Task objective >> Compute how many lines in the entries below include the string "size". Only the number is wanted.

"""

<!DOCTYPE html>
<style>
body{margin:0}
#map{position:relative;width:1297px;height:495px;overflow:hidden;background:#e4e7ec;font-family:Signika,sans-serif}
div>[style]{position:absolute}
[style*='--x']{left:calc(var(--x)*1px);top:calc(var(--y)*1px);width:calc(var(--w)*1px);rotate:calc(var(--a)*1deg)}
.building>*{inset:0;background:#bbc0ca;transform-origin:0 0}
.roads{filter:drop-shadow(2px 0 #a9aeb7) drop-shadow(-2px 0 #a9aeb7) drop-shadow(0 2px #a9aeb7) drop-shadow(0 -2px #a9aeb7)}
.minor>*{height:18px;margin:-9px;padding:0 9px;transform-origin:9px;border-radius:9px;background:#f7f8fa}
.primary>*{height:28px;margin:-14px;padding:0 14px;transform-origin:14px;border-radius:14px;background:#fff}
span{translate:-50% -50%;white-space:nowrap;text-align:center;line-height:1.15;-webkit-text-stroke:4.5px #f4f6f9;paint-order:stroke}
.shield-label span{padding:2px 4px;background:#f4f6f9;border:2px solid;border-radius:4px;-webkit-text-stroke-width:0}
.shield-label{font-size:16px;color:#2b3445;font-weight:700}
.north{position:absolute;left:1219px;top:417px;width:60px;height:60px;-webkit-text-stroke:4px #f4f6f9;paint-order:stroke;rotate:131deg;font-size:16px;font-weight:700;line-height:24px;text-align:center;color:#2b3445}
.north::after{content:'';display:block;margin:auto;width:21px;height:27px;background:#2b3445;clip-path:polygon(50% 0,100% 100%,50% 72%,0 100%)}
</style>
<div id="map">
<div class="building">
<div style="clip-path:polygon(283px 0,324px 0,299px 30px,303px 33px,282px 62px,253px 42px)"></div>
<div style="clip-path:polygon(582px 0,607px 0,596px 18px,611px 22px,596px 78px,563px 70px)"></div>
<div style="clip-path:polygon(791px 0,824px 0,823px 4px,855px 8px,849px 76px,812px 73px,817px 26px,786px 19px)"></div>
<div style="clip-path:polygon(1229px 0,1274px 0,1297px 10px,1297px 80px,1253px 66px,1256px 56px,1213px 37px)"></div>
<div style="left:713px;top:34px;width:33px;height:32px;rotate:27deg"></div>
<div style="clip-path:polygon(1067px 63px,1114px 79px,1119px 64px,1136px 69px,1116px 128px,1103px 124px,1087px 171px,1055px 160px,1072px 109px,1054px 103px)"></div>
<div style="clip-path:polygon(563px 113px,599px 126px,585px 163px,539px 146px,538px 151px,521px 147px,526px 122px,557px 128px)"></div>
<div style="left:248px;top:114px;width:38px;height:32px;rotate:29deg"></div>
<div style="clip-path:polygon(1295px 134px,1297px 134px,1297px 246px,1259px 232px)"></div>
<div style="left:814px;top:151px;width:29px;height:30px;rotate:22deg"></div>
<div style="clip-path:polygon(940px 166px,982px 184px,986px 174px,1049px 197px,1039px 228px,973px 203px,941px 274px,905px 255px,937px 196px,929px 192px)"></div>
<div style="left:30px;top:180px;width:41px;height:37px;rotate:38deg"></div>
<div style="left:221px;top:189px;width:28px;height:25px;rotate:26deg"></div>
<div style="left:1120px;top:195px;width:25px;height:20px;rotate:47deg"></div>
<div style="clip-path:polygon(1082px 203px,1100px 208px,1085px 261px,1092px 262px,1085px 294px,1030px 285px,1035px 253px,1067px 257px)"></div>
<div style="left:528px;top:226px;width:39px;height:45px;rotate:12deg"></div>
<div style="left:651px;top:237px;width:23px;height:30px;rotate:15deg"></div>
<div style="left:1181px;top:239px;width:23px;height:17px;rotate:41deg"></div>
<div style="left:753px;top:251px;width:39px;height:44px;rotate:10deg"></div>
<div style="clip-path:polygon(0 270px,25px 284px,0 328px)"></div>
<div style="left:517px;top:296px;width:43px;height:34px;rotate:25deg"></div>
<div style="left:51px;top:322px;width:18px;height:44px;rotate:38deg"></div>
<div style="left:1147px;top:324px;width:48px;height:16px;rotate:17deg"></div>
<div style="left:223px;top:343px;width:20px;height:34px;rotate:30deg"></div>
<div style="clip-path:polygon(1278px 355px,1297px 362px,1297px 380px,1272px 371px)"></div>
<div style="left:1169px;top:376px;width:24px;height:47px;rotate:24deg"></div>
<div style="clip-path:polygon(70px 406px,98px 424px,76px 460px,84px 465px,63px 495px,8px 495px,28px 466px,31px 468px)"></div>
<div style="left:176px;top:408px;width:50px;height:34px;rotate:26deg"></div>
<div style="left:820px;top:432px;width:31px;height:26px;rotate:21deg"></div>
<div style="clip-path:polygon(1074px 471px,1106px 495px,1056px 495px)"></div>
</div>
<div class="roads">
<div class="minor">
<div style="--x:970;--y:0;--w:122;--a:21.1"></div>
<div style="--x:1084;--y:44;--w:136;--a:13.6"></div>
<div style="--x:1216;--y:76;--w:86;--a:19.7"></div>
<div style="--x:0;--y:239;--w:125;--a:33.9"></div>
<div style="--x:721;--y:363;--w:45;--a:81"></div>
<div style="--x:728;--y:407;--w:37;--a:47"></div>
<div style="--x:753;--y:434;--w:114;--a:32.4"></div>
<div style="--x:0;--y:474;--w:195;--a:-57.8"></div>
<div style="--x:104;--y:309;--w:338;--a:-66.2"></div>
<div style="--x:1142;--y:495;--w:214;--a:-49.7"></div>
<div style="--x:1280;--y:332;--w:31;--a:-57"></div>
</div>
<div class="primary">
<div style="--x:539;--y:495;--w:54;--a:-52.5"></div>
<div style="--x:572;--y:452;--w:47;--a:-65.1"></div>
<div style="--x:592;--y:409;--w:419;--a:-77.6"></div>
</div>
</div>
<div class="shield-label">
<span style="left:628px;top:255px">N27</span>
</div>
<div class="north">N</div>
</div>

"""

Response to the task >> 2